An interesting note... the man considered to be the founder of the Continental Army during the Revolutionary War, second only to George Washington himself, Major General von Steuben was a homosexual... you can google homosexual and Baron von Steuben for sources. Also, it was during the Revolutionary War that the first soldier was court marshaled for sodomy- Lt. Gotthold Enslin.

Not to mention the subject of one of my favorite movies of all time, Lawrence of Arabia, T.E. Lawrence was said to "go with boys." Other military giants of history such as Alexander the Great, Hadrian, Julius Caesar, Richard the Lionhearted, Montezuma, Frederick the Great, Peter the Great and perhaps the whole of the Spartan Army have also been recorded as not necessarily being gay by today's "standards," but definitely having more-than-platonic relationships with other men.

It is our Gay and Lesbian soldiers who have to sacrifice a little extra piece of themselves to protect and defend a country that vilifies them.

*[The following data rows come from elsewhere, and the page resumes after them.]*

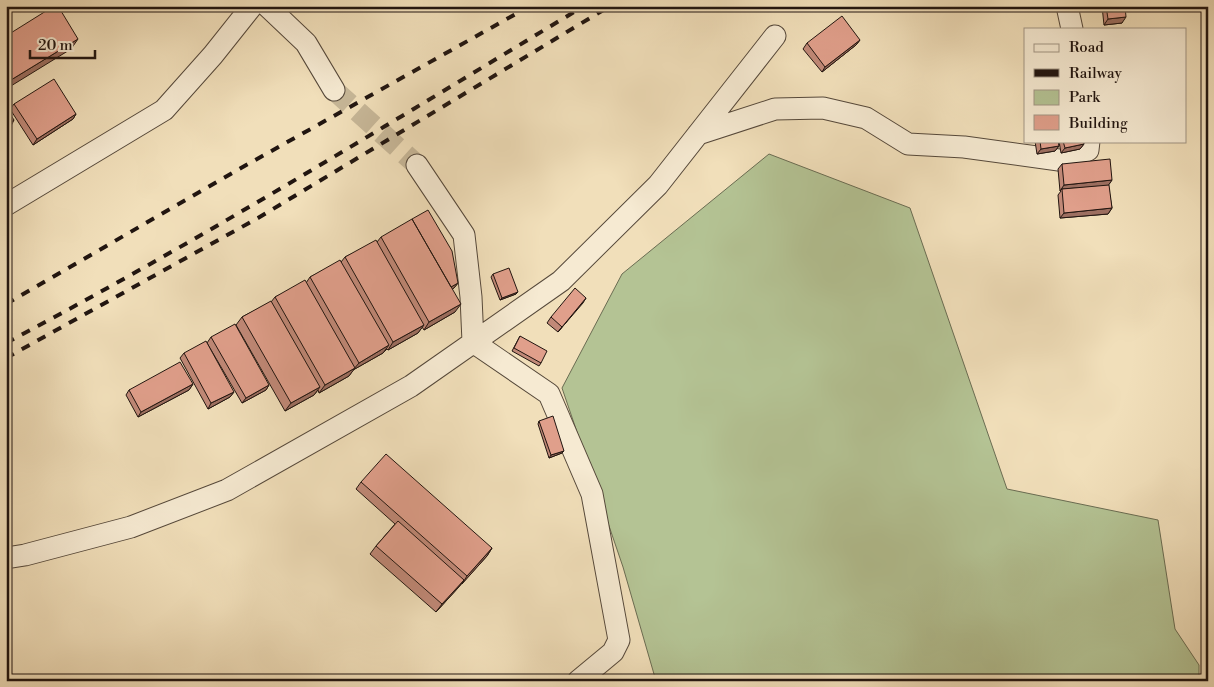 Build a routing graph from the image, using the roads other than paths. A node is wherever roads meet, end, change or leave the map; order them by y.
1 (252, 6) edge
2 (267, 6) edge
3 (1067, 6) edge
4 (1072, 28) edge
5 (775, 36) dead end
6 (334, 90) tunnel mouth
7 (698, 134) junction
8 (1089, 142) edge
9 (417, 165) tunnel mouth
10 (6, 205) edge
11 (473, 342) junction
12 (6, 558) edge
13 (578, 681) edge

1 - 10 lane
2 - 6 lane
3 - 4 lane
5 - 7 lane
7 - 8 lane
7 - 11 lane
9 - 11 lane
11 - 12 lane
11 - 13 lane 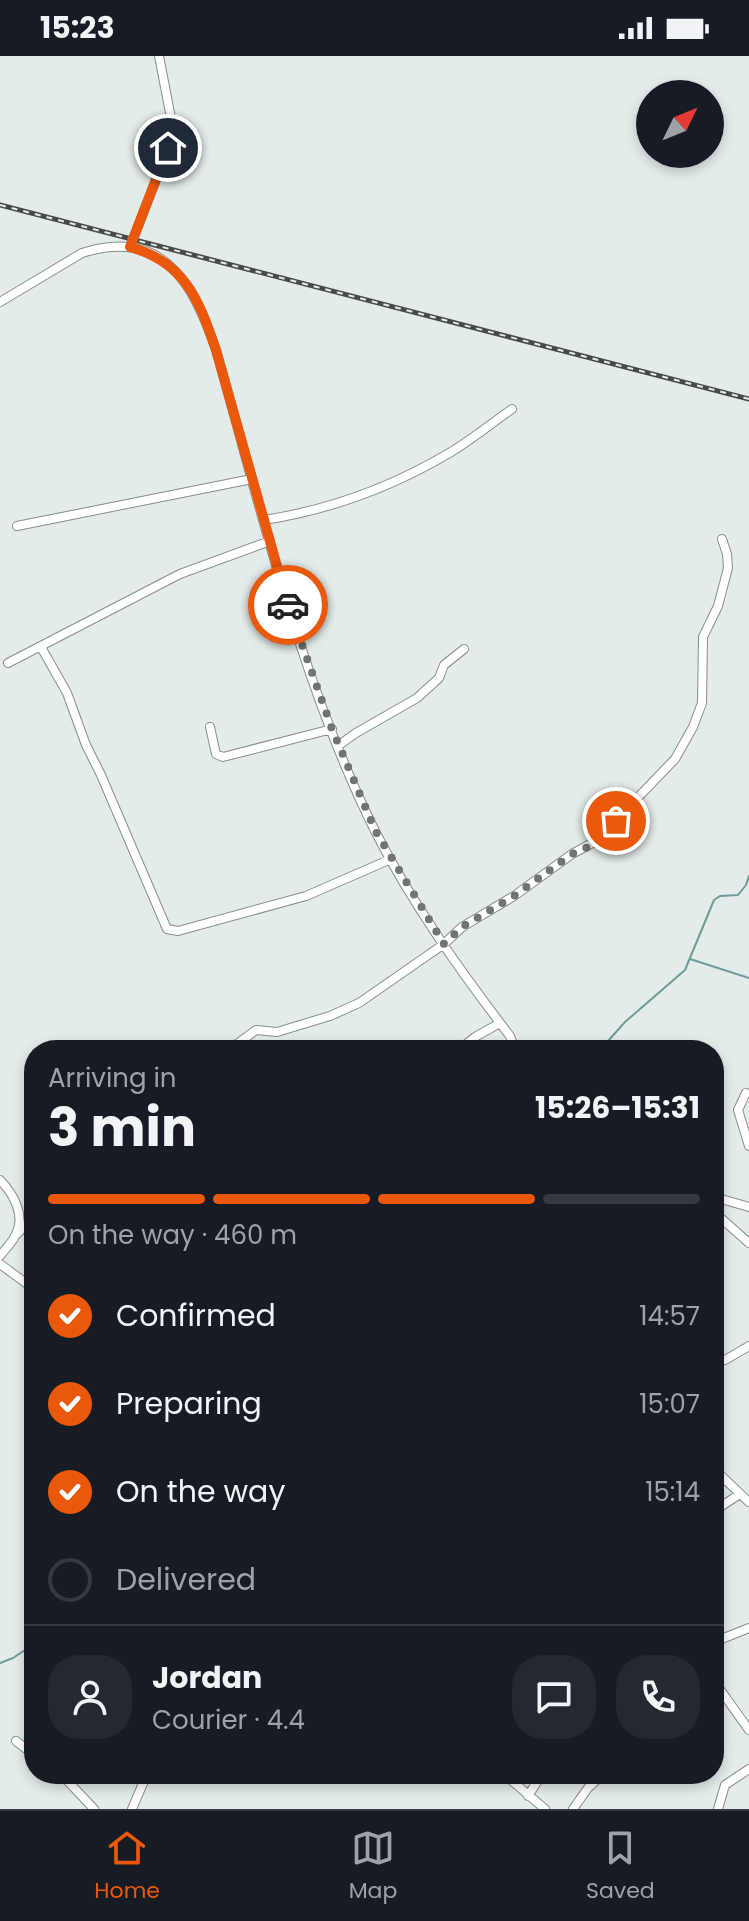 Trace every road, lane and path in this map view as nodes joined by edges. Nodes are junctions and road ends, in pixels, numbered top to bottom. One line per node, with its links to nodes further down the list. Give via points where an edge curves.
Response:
1 (159, 56): 2 (street, via 171,141)
2 (130, 247): 3 (street, via 82,253); 5 (street, via 171,267 193,293 216,350)
3 (0, 302)
4 (512, 409): 6 (street, via 416,471 338,504)
5 (252, 479): 6 (street); 7 (street)
6 (264, 520): 9 (street)
7 (17, 526)
8 (722, 539): 17 (street, via 728,568 703,637 702,703 675,759 596,841)
9 (270, 541): 10 (street, via 180,574); 14 (street)
10 (41, 647): 12 (street); 16 (street, via 67,693 167,929 178,931 306,896)
11 (464, 649): 15 (street, via 417,698)
12 (8, 663)
13 (210, 727): 14 (street, via 216,754 223,757)
14 (332, 729): 15 (street)
15 (339, 745): 16 (street)
16 (391, 859): 17 (street)
17 (444, 944): 18 (street); 19 (street, via 359,1003 277,1032 256,1030)
18 (500, 1023): 20 (street); 21 (street)
19 (242, 1040)
20 (471, 1040)
21 (511, 1040)
22 (746, 1093): 23 (street, via 738,1110)
23 (749, 1146)
24 (0, 1180): 29 (street, via 20,1215)
25 (724, 1200): 26 (street)
26 (749, 1207)
27 (724, 1221): 30 (street)
28 (24, 1226): 29 (street)
29 (17, 1233): 31 (street)
30 (749, 1243)
31 (0, 1256)
32 (0, 1264): 33 (street)
33 (24, 1282)
34 (749, 1346): 35 (street)
35 (724, 1360)
36 (724, 1479): 37 (street)
37 (740, 1494): 38 (street); 39 (street)
38 (749, 1502)
39 (724, 1504)
40 (749, 1628): 41 (street)
41 (724, 1638)
42 (724, 1695): 43 (street)
43 (749, 1730)
44 (16, 1741): 45 (street)
45 (24, 1747)
46 (749, 1769): 57 (street, via 725,1785)
47 (70, 1784): 53 (street)
48 (143, 1784): 54 (street)
49 (515, 1784): 52 (street)
50 (536, 1784): 52 (street)
51 (592, 1784): 56 (street)
52 (528, 1796): 55 (street)
53 (94, 1809)
54 (132, 1809)
55 (545, 1809)
56 (573, 1809)
57 (718, 1809) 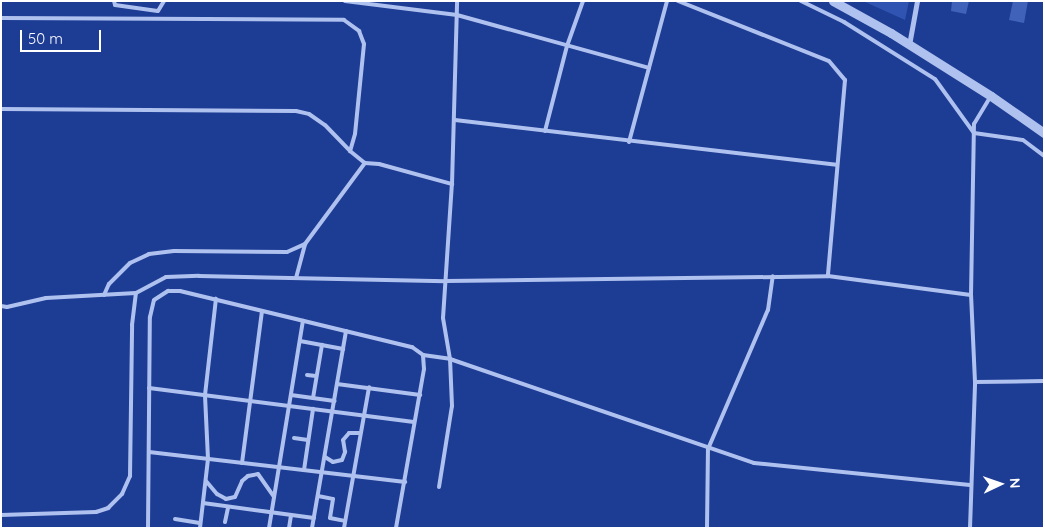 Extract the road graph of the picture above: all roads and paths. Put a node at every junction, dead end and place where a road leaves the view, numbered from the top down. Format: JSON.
{"nodes":[{"id":1,"x":114,"y":1,"type":"edge"},
{"id":2,"x":164,"y":1,"type":"edge"},
{"id":3,"x":345,"y":1,"type":"edge"},
{"id":4,"x":458,"y":1,"type":"edge"},
{"id":5,"x":583,"y":1,"type":"edge"},
{"id":6,"x":666,"y":1,"type":"edge"},
{"id":7,"x":678,"y":1,"type":"edge"},
{"id":8,"x":800,"y":1,"type":"edge"},
{"id":9,"x":833,"y":1,"type":"edge"},
{"id":10,"x":917,"y":1,"type":"edge"},
{"id":11,"x":457,"y":15,"type":"junction"},
{"id":12,"x":1,"y":18,"type":"edge"},
{"id":13,"x":908,"y":45,"type":"junction"},
{"id":14,"x":567,"y":46,"type":"junction"},
{"id":15,"x":649,"y":68,"type":"junction"},
{"id":16,"x":991,"y":96,"type":"junction"},
{"id":17,"x":1,"y":109,"type":"edge"},
{"id":18,"x":455,"y":120,"type":"junction"},
{"id":19,"x":545,"y":131,"type":"junction"},
{"id":20,"x":974,"y":132,"type":"junction"},
{"id":21,"x":1044,"y":134,"type":"edge"},
{"id":22,"x":629,"y":142,"type":"junction"},
{"id":23,"x":350,"y":151,"type":"junction"},
{"id":24,"x":1044,"y":156,"type":"edge"},
{"id":25,"x":365,"y":163,"type":"junction"},
{"id":26,"x":836,"y":166,"type":"junction"},
{"id":27,"x":452,"y":184,"type":"junction"},
{"id":28,"x":305,"y":244,"type":"junction"},
{"id":29,"x":773,"y":276,"type":"junction"},
{"id":30,"x":828,"y":276,"type":"junction"},
{"id":31,"x":296,"y":278,"type":"junction"},
{"id":32,"x":446,"y":281,"type":"junction"},
{"id":33,"x":136,"y":293,"type":"junction"},
{"id":34,"x":104,"y":295,"type":"junction"},
{"id":35,"x":971,"y":296,"type":"junction"},
{"id":36,"x":216,"y":299,"type":"junction"},
{"id":37,"x":1,"y":306,"type":"edge"},
{"id":38,"x":262,"y":311,"type":"junction"},
{"id":39,"x":303,"y":320,"type":"junction"},
{"id":40,"x":346,"y":331,"type":"junction"},
{"id":41,"x":300,"y":341,"type":"junction"},
{"id":42,"x":322,"y":346,"type":"junction"},
{"id":43,"x":343,"y":349,"type":"junction"},
{"id":44,"x":423,"y":355,"type":"junction"},
{"id":45,"x":450,"y":358,"type":"junction"},
{"id":46,"x":307,"y":375,"type":"dead end"},
{"id":47,"x":316,"y":376,"type":"junction"},
{"id":48,"x":1044,"y":381,"type":"edge"},
{"id":49,"x":975,"y":382,"type":"junction"},
{"id":50,"x":337,"y":384,"type":"junction"},
{"id":51,"x":368,"y":387,"type":"junction"},
{"id":52,"x":149,"y":388,"type":"junction"},
{"id":53,"x":205,"y":395,"type":"junction"},
{"id":54,"x":291,"y":395,"type":"junction"},
{"id":55,"x":420,"y":395,"type":"junction"},
{"id":56,"x":313,"y":398,"type":"junction"},
{"id":57,"x":249,"y":401,"type":"junction"},
{"id":58,"x":334,"y":401,"type":"junction"},
{"id":59,"x":290,"y":406,"type":"junction"},
{"id":60,"x":313,"y":409,"type":"junction"},
{"id":61,"x":333,"y":412,"type":"junction"},
{"id":62,"x":363,"y":416,"type":"junction"},
{"id":63,"x":414,"y":422,"type":"junction"},
{"id":64,"x":360,"y":432,"type":"junction"},
{"id":65,"x":294,"y":438,"type":"dead end"},
{"id":66,"x":308,"y":440,"type":"junction"},
{"id":67,"x":708,"y":449,"type":"junction"},
{"id":68,"x":149,"y":452,"type":"junction"},
{"id":69,"x":325,"y":456,"type":"junction"},
{"id":70,"x":208,"y":459,"type":"junction"},
{"id":71,"x":242,"y":463,"type":"junction"},
{"id":72,"x":279,"y":467,"type":"junction"},
{"id":73,"x":304,"y":470,"type":"junction"},
{"id":74,"x":323,"y":472,"type":"junction"},
{"id":75,"x":353,"y":476,"type":"junction"},
{"id":76,"x":206,"y":480,"type":"junction"},
{"id":77,"x":404,"y":482,"type":"junction"},
{"id":78,"x":970,"y":484,"type":"junction"},
{"id":79,"x":439,"y":487,"type":"dead end"},
{"id":80,"x":318,"y":496,"type":"junction"},
{"id":81,"x":274,"y":497,"type":"junction"},
{"id":82,"x":203,"y":503,"type":"junction"},
{"id":83,"x":228,"y":508,"type":"junction"},
{"id":84,"x":271,"y":513,"type":"junction"},
{"id":85,"x":1,"y":515,"type":"edge"},
{"id":86,"x":291,"y":516,"type":"junction"},
{"id":87,"x":314,"y":518,"type":"junction"},
{"id":88,"x":176,"y":519,"type":"dead end"},
{"id":89,"x":345,"y":521,"type":"junction"},
{"id":90,"x":226,"y":522,"type":"dead end"},
{"id":91,"x":200,"y":526,"type":"edge"},
{"id":92,"x":148,"y":528,"type":"edge"},
{"id":93,"x":269,"y":528,"type":"edge"},
{"id":94,"x":289,"y":528,"type":"edge"},
{"id":95,"x":312,"y":528,"type":"edge"},
{"id":96,"x":344,"y":528,"type":"edge"},
{"id":97,"x":396,"y":528,"type":"edge"},
{"id":98,"x":707,"y":528,"type":"edge"},
{"id":99,"x":970,"y":528,"type":"edge"}],
"edges":[{"from":1,"to":2,"type":"lane"},
{"from":3,"to":11,"type":"lane"},
{"from":4,"to":11,"type":"lane"},
{"from":5,"to":14,"type":"lane"},
{"from":6,"to":15,"type":"lane"},
{"from":7,"to":26,"type":"lane"},
{"from":8,"to":20,"type":"lane"},
{"from":9,"to":13,"type":"street"},
{"from":10,"to":13,"type":"street"},
{"from":11,"to":14,"type":"lane"},
{"from":11,"to":18,"type":"lane"},
{"from":12,"to":23,"type":"lane"},
{"from":13,"to":16,"type":"street"},
{"from":14,"to":15,"type":"lane"},
{"from":14,"to":19,"type":"lane"},
{"from":15,"to":22,"type":"lane"},
{"from":16,"to":20,"type":"lane"},
{"from":16,"to":21,"type":"street"},
{"from":17,"to":23,"type":"lane"},
{"from":18,"to":19,"type":"lane"},
{"from":18,"to":27,"type":"lane"},
{"from":19,"to":22,"type":"lane"},
{"from":20,"to":24,"type":"lane"},
{"from":20,"to":35,"type":"lane"},
{"from":22,"to":26,"type":"lane"},
{"from":23,"to":25,"type":"lane"},
{"from":25,"to":27,"type":"lane"},
{"from":25,"to":28,"type":"lane"},
{"from":26,"to":30,"type":"lane"},
{"from":27,"to":32,"type":"lane"},
{"from":28,"to":31,"type":"lane"},
{"from":28,"to":34,"type":"lane"},
{"from":29,"to":30,"type":"lane"},
{"from":29,"to":32,"type":"lane"},
{"from":29,"to":67,"type":"lane"},
{"from":30,"to":35,"type":"lane"},
{"from":31,"to":32,"type":"lane"},
{"from":31,"to":33,"type":"lane"},
{"from":32,"to":45,"type":"lane"},
{"from":33,"to":34,"type":"lane"},
{"from":33,"to":85,"type":"lane"},
{"from":34,"to":37,"type":"lane"},
{"from":35,"to":49,"type":"lane"},
{"from":36,"to":38,"type":"lane"},
{"from":36,"to":52,"type":"lane"},
{"from":36,"to":53,"type":"lane"},
{"from":38,"to":39,"type":"lane"},
{"from":38,"to":57,"type":"lane"},
{"from":39,"to":40,"type":"lane"},
{"from":39,"to":41,"type":"lane"},
{"from":40,"to":43,"type":"lane"},
{"from":40,"to":44,"type":"lane"},
{"from":41,"to":42,"type":"lane"},
{"from":41,"to":54,"type":"lane"},
{"from":42,"to":43,"type":"lane"},
{"from":42,"to":47,"type":"lane"},
{"from":43,"to":50,"type":"lane"},
{"from":44,"to":45,"type":"lane"},
{"from":44,"to":55,"type":"lane"},
{"from":45,"to":67,"type":"lane"},
{"from":45,"to":79,"type":"lane"},
{"from":46,"to":47,"type":"lane"},
{"from":47,"to":56,"type":"lane"},
{"from":48,"to":49,"type":"lane"},
{"from":49,"to":78,"type":"lane"},
{"from":50,"to":51,"type":"lane"},
{"from":50,"to":58,"type":"lane"},
{"from":51,"to":55,"type":"lane"},
{"from":51,"to":62,"type":"lane"},
{"from":52,"to":53,"type":"lane"},
{"from":52,"to":68,"type":"lane"},
{"from":53,"to":57,"type":"lane"},
{"from":53,"to":70,"type":"lane"},
{"from":54,"to":56,"type":"lane"},
{"from":54,"to":59,"type":"lane"},
{"from":55,"to":63,"type":"lane"},
{"from":56,"to":58,"type":"lane"},
{"from":57,"to":59,"type":"lane"},
{"from":57,"to":71,"type":"lane"},
{"from":58,"to":61,"type":"lane"},
{"from":59,"to":60,"type":"lane"},
{"from":59,"to":72,"type":"lane"},
{"from":60,"to":61,"type":"lane"},
{"from":60,"to":66,"type":"lane"},
{"from":61,"to":62,"type":"lane"},
{"from":61,"to":69,"type":"lane"},
{"from":62,"to":63,"type":"lane"},
{"from":62,"to":64,"type":"lane"},
{"from":63,"to":77,"type":"lane"},
{"from":64,"to":69,"type":"lane"},
{"from":64,"to":75,"type":"lane"},
{"from":65,"to":66,"type":"lane"},
{"from":66,"to":73,"type":"lane"},
{"from":67,"to":78,"type":"lane"},
{"from":67,"to":98,"type":"lane"},
{"from":68,"to":70,"type":"lane"},
{"from":68,"to":92,"type":"lane"},
{"from":69,"to":74,"type":"lane"},
{"from":70,"to":71,"type":"lane"},
{"from":70,"to":76,"type":"lane"},
{"from":71,"to":72,"type":"lane"},
{"from":72,"to":73,"type":"lane"},
{"from":72,"to":81,"type":"lane"},
{"from":73,"to":74,"type":"lane"},
{"from":74,"to":75,"type":"lane"},
{"from":74,"to":80,"type":"lane"},
{"from":75,"to":77,"type":"lane"},
{"from":75,"to":89,"type":"lane"},
{"from":76,"to":81,"type":"lane"},
{"from":76,"to":82,"type":"lane"},
{"from":77,"to":97,"type":"lane"},
{"from":78,"to":99,"type":"lane"},
{"from":80,"to":87,"type":"lane"},
{"from":80,"to":89,"type":"lane"},
{"from":81,"to":84,"type":"lane"},
{"from":82,"to":83,"type":"lane"},
{"from":82,"to":91,"type":"lane"},
{"from":83,"to":84,"type":"lane"},
{"from":83,"to":90,"type":"lane"},
{"from":84,"to":86,"type":"lane"},
{"from":84,"to":93,"type":"lane"},
{"from":86,"to":87,"type":"lane"},
{"from":86,"to":94,"type":"lane"},
{"from":87,"to":95,"type":"lane"},
{"from":88,"to":91,"type":"lane"},
{"from":89,"to":96,"type":"lane"}]}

I may think it a very f*cked up thing we ask of our fellow humans, to participate in acts of war, but from my own reality tunnel, I salute them.

Kisses and salams,
F&N

ps/fyi... if war is stupid and if nationalism is stupid, then patriotism is down-right absurd. The fact that we kill each other over arbitrary lines draw on paper based on who owned what long ago... argh, it just frustrates me to no end. I'm going to go ponder quantum theory and try to create a world without this madness...


A Big Ole Gay Member of the Last Great Oppressed American Minority since 1970...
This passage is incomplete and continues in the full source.